La pizza è un cibo che viene consumato in ogni parte del mondo e si stima che generi un fatturato globale di oltre 10 miliardi di euro all’anno, dove solamente in Italia vengono sfornate ogni giorno circa 8 milioni di pizze. Nel 2017 la pizza e la sua arte come tramandata dal pizzaiolo napoletano è stata riconosciuta dall’UNESCO patrimonio immateriale dell’umanità.
Infatti, il patrimonio culturale non è composto solo da monumenti od oggetti, ma anche da tutte le tradizioni che includono anche conoscenze, forme di artigianato e arti. E quest’arte del pizzaiolo è in grado di fornire alla comunità un senso di identità e di promuovere la diversità culturale e la creatività umana. Questa pratica culinaria protetta comprende la preparazione dell’impasto, un movimento rotatorio fatto dal pizzaiolo e la cottura nel forno a legna. E proprio perché la pizza ha assunto un significativo valore economico per le aziende che la producono, numerose sono le questioni giuridiche che coinvolgono tale alimento.
Oltre alle annose dispute - anche familiari - sul diritto all’utilizzo del marchio di note pizzerie che hanno occupato per anni le aule di giustizia (Sorbillo, da Michele, ecc.), vi sono singolari pronunce giurisprudenziali che mettono in risalto il metodo di lavorazione e produzione della pizza.

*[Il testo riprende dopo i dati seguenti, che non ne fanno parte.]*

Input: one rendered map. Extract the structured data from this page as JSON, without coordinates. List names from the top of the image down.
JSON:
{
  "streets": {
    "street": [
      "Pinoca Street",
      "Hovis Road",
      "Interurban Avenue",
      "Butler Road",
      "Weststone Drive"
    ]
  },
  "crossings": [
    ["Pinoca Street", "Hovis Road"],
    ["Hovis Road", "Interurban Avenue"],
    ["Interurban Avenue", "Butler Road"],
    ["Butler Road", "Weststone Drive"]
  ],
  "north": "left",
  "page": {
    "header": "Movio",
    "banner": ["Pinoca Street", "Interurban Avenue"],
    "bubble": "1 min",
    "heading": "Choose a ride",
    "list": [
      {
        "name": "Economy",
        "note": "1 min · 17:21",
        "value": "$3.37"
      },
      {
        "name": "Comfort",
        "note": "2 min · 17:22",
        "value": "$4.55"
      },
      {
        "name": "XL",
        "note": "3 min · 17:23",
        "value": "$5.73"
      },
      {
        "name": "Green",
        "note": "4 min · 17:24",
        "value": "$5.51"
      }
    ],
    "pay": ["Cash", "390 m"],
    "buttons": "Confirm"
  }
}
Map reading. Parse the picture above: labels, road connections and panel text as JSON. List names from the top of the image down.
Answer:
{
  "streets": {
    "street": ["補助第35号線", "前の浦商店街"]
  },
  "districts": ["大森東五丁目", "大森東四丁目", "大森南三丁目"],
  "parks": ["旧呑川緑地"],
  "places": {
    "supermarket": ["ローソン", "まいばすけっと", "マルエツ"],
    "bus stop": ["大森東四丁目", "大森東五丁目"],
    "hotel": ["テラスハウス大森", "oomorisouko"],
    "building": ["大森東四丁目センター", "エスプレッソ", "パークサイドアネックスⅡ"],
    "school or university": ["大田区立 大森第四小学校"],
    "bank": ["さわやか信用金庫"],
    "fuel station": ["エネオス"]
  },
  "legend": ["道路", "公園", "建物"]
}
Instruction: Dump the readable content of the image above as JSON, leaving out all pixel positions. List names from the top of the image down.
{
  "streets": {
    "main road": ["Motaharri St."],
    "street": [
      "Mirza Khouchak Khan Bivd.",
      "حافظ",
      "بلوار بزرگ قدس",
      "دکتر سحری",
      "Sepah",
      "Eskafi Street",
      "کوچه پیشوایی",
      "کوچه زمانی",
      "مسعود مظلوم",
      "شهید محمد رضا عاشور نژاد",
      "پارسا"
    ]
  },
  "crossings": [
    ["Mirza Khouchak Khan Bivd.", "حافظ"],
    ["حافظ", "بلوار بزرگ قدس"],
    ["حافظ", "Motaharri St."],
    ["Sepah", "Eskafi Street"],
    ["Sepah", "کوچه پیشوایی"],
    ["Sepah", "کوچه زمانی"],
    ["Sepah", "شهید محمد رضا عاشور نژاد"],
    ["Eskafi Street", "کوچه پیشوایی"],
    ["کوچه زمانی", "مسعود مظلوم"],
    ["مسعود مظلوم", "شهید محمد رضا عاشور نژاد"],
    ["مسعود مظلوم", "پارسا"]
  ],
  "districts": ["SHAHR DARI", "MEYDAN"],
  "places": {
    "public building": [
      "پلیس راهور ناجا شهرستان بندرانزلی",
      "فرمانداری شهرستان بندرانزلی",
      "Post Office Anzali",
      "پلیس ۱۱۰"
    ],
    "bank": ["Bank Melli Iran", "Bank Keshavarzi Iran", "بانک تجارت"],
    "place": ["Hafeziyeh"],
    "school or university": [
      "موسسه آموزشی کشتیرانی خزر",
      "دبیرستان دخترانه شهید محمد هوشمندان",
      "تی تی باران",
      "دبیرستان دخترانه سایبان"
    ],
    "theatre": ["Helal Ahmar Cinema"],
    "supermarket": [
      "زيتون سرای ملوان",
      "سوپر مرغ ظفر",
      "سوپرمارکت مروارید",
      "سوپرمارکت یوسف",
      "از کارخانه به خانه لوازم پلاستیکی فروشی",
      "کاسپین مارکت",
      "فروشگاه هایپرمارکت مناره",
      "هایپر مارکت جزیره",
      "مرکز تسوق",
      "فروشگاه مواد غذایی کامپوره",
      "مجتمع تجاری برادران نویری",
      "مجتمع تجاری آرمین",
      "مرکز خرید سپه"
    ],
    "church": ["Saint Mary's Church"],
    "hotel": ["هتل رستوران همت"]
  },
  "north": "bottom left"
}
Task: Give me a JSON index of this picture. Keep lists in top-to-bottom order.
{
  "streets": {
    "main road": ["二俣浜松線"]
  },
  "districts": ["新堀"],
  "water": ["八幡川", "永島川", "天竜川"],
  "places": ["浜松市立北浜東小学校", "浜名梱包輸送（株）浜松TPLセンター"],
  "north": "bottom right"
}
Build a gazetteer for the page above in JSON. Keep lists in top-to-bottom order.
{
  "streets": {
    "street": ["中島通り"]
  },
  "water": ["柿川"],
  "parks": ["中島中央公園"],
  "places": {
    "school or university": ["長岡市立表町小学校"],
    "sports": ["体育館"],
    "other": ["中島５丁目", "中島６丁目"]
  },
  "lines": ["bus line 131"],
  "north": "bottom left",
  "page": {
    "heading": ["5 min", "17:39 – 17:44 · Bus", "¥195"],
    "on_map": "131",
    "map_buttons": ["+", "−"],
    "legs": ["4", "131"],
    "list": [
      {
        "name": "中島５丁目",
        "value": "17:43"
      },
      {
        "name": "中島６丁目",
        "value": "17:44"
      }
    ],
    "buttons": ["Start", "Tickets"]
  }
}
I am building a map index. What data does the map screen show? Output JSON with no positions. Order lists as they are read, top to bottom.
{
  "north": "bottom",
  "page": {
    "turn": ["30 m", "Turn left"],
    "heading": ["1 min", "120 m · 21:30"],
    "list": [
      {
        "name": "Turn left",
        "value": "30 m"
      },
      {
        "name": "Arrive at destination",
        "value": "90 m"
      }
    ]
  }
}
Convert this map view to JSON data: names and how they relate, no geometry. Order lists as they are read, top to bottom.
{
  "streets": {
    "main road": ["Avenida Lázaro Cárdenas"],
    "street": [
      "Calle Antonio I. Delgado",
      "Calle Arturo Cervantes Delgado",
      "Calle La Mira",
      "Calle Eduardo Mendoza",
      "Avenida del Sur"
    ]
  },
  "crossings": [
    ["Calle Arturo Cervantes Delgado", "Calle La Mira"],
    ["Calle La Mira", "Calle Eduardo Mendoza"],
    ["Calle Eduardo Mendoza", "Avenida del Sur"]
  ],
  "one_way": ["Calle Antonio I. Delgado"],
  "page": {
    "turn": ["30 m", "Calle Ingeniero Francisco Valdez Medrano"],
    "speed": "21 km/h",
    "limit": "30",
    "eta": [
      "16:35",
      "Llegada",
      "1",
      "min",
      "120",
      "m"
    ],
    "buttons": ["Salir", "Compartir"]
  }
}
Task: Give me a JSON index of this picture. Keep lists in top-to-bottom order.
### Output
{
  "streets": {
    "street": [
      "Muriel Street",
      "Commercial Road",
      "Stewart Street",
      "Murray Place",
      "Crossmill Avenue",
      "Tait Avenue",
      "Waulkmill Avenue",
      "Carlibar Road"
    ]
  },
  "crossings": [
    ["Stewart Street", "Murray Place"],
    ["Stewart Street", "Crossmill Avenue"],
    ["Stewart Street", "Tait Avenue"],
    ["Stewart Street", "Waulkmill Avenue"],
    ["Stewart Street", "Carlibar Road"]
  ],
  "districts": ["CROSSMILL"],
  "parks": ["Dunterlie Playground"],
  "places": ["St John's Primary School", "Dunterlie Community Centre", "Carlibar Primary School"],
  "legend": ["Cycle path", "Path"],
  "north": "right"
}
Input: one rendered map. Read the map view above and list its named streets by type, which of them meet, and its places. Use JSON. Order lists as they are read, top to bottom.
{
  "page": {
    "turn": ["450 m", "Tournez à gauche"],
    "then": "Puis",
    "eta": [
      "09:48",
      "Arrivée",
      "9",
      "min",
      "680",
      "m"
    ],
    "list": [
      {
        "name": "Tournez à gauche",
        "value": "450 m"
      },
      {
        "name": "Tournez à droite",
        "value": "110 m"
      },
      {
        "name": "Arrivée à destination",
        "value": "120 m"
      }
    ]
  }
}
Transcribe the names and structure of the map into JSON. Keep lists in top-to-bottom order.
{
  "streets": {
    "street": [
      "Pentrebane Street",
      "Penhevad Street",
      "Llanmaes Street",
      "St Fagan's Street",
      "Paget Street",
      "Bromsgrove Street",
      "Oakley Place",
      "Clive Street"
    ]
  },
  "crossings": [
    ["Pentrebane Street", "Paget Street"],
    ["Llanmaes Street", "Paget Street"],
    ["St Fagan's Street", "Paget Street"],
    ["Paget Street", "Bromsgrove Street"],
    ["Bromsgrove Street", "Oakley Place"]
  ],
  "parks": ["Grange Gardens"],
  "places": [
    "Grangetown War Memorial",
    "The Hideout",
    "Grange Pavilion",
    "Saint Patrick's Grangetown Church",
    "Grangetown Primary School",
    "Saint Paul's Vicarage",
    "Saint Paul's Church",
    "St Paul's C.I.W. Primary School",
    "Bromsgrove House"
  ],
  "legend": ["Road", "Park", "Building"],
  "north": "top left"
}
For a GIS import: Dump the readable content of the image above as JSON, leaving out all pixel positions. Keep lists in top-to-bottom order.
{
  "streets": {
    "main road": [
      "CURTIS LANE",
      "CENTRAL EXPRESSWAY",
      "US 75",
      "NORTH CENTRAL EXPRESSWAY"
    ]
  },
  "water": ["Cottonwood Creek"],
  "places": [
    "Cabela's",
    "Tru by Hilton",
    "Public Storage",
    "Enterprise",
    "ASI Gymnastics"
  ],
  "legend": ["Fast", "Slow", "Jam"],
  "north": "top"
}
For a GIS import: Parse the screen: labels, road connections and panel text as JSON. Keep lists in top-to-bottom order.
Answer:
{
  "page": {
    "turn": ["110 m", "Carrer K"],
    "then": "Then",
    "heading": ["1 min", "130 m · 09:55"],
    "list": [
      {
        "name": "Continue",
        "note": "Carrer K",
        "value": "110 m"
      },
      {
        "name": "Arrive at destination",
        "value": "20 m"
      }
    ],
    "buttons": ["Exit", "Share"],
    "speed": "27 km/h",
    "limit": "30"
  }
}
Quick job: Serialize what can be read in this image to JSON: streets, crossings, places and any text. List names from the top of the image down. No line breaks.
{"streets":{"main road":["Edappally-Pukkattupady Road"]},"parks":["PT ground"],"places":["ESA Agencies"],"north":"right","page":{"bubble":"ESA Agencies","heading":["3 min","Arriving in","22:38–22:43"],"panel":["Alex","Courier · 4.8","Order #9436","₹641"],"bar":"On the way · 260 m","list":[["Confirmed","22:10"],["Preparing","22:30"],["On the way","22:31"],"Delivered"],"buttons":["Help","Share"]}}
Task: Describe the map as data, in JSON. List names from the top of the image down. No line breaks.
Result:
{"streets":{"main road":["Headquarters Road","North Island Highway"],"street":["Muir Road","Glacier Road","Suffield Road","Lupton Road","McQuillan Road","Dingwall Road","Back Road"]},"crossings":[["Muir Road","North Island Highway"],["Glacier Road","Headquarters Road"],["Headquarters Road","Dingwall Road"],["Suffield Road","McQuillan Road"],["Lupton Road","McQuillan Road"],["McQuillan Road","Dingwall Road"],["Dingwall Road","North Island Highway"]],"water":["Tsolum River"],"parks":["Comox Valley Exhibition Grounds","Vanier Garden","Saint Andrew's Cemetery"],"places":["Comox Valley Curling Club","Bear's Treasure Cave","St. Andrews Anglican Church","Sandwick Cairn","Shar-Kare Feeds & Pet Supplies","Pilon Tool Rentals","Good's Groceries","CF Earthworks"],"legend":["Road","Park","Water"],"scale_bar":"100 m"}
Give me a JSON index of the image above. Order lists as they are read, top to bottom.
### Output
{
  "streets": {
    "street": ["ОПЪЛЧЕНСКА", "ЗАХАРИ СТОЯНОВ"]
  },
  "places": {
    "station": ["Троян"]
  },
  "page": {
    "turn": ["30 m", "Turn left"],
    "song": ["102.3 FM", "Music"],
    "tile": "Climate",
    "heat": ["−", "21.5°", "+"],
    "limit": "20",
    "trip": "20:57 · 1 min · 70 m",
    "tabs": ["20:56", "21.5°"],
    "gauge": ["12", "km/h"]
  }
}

Si pensi ad una recente sentenza di una Corte del Texas (New York Pizzeria Inc. v. Ravinder Syal et al.) che si è cimentata in un caso in cui si chiedeva la tutela giuridica del sapore della pizza: una nota catena di pizzerie aveva citato in giudizio alcuni ex dipendenti contestando loro di essersi indebitamente appropriati dei suoi segreti industriali riguardanti ricette, ingredienti e particolari metodi di preparazione della pizza che le conferivano un sapore particolare, a suo dire, unico e quindi idoneo ad essere tutelato come un marchio gustativo. E la Corte americana ha affermato che al sapore di una pizza può essere accordata un’esclusività vietandone la riproduzione da parte di terzi a condizione che abbia acquisito una capacità distintiva e cioè che sia divenuto idoneo ad essere associato alla sua origine imprenditoriale (c.d. “secondary meaning”) e che non sia un elemento funzionale al prodotto che contraddistingue. Quando questi requisiti sono soddisfatti, un particolare sapore o gusto può essere registrato come marchio gustativo che esclude quindi la riproducibilità da parte di chi non è autorizzato.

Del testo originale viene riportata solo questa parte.